La paralización afecta a las instalaciones previstas dentro de la Base de Submarinos del Arsenal de Cartagena, en Murcia, donde se están realizando importantes trabajos de adaptación para acoger a los nuevos sumergibles de última generación, según publica Confidencial Digital. 

Modernizar la Base de Submarinos

El proyecto afectado contempla la demolición del antiguo Edificio de Marinería y la construcción de unas nuevas instalaciones que incluirán vestuarios, comedor, zonas de descanso y alojamientos para las tripulaciones, así como áreas con Zonas de Acceso Restringido (ZAR) para mando naval, comunicaciones y publicaciones.

Estas obras forman parte de un plan más amplio que la Armada ha llevado a cabo durante varios años para modernizar la Base de Submarinos y asegurar la operatividad de las nuevas unidades de la serie S-80. 

El programa S-80 incluye la construcción de cuatro submarinos avanzados, destinados a reforzar las capacidades de la Flotilla de Submarinos, que había ido perdiendo capacidad con la retirada de las unidades de la anterior clase S-70. El primero de estos buques, el S-81 Isaac Peral, ya está en servicio y ha comenzado actividades operativas, mientras que el segundo, el S-82 Narciso Monturiol, fue bautizado y se prepara para pruebas en el agua en los próximos meses. 

Las obras debían realizarse con un presupuesto de varios millones de euros, tras un proceso de licitación que adjudicó la obra a una unión temporal de empresas por más de cinco millones.

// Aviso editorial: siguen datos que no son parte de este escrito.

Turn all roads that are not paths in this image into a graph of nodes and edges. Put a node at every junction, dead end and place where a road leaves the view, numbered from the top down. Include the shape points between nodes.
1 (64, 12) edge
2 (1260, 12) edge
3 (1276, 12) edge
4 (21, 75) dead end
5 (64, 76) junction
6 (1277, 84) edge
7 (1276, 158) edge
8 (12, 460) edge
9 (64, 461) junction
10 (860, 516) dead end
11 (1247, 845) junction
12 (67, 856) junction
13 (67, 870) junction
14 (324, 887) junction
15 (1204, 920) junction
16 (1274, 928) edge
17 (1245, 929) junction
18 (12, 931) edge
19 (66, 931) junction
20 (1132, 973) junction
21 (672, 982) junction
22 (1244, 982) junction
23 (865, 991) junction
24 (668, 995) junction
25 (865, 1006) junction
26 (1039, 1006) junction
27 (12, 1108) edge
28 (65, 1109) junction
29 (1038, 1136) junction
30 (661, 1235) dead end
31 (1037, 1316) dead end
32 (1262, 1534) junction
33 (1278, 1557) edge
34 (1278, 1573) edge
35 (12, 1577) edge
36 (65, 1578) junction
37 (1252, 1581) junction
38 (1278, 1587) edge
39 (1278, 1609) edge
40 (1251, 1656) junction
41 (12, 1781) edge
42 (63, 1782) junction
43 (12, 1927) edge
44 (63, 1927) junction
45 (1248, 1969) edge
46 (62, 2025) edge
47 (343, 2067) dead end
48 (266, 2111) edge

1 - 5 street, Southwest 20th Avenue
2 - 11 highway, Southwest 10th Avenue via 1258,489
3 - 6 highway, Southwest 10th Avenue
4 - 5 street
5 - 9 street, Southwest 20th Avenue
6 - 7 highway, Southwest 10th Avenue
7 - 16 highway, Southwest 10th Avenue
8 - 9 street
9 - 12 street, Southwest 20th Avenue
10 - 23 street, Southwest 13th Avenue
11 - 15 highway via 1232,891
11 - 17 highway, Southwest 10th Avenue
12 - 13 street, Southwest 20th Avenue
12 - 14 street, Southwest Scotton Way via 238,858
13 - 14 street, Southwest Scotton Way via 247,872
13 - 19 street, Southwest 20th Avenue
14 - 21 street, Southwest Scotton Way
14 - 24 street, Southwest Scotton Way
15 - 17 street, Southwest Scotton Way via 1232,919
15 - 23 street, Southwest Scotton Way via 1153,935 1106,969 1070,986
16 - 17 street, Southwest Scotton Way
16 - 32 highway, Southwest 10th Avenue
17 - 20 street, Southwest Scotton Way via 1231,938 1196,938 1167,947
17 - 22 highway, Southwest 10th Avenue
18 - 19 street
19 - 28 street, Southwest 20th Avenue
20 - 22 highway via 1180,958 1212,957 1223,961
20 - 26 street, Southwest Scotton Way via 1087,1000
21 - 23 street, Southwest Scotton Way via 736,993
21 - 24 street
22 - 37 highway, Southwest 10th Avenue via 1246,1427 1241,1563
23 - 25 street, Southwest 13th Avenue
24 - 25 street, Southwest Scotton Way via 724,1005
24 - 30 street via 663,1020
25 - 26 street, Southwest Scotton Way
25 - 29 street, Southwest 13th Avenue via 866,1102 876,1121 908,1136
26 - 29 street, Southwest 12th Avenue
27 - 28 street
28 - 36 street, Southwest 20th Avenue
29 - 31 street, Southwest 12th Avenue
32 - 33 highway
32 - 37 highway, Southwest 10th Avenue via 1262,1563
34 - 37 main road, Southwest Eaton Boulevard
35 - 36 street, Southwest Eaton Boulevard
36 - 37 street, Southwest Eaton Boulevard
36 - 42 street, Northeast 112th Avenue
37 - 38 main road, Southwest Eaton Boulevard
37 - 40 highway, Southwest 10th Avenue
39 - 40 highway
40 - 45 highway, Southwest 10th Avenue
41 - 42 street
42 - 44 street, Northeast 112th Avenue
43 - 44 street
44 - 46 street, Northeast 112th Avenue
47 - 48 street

Retrasos y ajustes en los plazos de ejecución 

Sin embargo, el desarrollo del proyecto ya había sufrido anteriores interrupciones: en mayo de 2025 se registró una suspensión temporal para redactar un nuevo proyecto modificado debido a problemas surgidos durante la ejecución, y en agosto se modificaron las partidas presupuestarias entre los años 2025, 2026 y 2027, lo que ya anticipaba retrasos y ajustes en los plazos de ejecución

El último contratiempo se produjo el 20 de noviembre de 2025, cuando los responsables del contrato, junto con representantes de la empresa adjudicataria, acordaron por acta la suspensión de los trabajos después de que aparecieran restos arqueológicos durante las excavaciones y movimientos de tierra.

Según el documento oficial, será necesario determinar el origen, el valor histórico y cultural de esos restos, así como coordinar con los órganos de Patrimonio la forma de preservarlos o retirarlos, antes de poder continuar con la obra. 

Modificar el proyecto técnico

Este hallazgo obliga ahora a la Armada a modificar el proyecto técnico, reajustar los plazos y posiblemente el presupuesto, hasta que se definan las medidas necesarias para compatibilizar la construcción con la protección del patrimonio.

Hasta entonces, la ejecución del edificio previsto queda parada, lo que podría impactar en los planes logísticos y de alojamiento de las tripulaciones de los submarinos S-80, cuya plena operatividad representa un hito para la modernización de la Armada Española.